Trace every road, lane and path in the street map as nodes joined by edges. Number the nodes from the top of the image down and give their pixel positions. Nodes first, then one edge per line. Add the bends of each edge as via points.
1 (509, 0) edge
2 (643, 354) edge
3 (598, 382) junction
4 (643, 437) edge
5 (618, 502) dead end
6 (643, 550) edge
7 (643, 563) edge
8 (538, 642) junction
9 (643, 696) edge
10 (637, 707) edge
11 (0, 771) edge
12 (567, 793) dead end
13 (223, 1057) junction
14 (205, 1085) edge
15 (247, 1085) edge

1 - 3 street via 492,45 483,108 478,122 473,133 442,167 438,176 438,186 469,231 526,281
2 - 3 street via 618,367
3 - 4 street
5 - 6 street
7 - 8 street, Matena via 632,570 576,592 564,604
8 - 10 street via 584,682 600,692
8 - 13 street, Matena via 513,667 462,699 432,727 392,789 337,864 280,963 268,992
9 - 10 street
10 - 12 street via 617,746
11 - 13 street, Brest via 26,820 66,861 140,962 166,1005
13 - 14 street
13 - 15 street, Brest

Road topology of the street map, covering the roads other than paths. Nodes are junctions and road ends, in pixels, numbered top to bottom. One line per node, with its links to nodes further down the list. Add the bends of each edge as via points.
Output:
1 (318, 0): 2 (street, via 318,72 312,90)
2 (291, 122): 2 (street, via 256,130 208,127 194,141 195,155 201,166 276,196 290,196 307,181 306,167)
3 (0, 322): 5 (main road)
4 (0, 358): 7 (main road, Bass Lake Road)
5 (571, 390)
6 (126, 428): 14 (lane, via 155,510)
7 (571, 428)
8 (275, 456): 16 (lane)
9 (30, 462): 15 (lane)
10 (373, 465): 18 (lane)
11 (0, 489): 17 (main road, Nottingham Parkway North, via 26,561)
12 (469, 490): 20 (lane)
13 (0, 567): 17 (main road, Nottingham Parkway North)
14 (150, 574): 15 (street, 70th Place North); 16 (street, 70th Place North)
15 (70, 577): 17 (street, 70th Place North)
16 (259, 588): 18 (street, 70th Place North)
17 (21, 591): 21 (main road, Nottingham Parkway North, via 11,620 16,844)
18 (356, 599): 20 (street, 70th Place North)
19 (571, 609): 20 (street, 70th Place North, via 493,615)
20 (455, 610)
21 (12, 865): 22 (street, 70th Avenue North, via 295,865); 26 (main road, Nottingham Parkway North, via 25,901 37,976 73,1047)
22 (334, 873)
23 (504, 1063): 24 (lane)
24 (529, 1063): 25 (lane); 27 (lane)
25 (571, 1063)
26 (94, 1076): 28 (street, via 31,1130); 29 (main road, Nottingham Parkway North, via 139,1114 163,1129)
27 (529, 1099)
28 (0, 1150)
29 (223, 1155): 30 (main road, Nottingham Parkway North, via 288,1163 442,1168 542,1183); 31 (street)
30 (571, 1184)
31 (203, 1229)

════

What the task requires
Return exactly the leading lines of the listing, stopping after the line in which "Road topology of" occurs.

Output
Trace every road, lane and path in the street map as nodes joined by edges. Number the nodes from the top of the image down and give their pixel positions. Nodes first, then one edge per line. Add the bends of each edge as via points.
1 (509, 0) edge
2 (643, 354) edge
3 (598, 382) junction
4 (643, 437) edge
5 (618, 502) dead end
6 (643, 550) edge
7 (643, 563) edge
8 (538, 642) junction
9 (643, 696) edge
10 (637, 707) edge
11 (0, 771) edge
12 (567, 793) dead end
13 (223, 1057) junction
14 (205, 1085) edge
15 (247, 1085) edge

1 - 3 street via 492,45 483,108 478,122 473,133 442,167 438,176 438,186 469,231 526,281
2 - 3 street via 618,367
3 - 4 street
5 - 6 street
7 - 8 street, Matena via 632,570 576,592 564,604
8 - 10 street via 584,682 600,692
8 - 13 street, Matena via 513,667 462,699 432,727 392,789 337,864 280,963 268,992
9 - 10 street
10 - 12 street via 617,746
11 - 13 street, Brest via 26,820 66,861 140,962 166,1005
13 - 14 street
13 - 15 street, Brest

Road topology of the street map, covering the roads other than paths. Nodes are junctions and road ends, in pixels, numbered top to bottom. One line per node, with its links to nodes further down the list. Add the bends of each edge as via points.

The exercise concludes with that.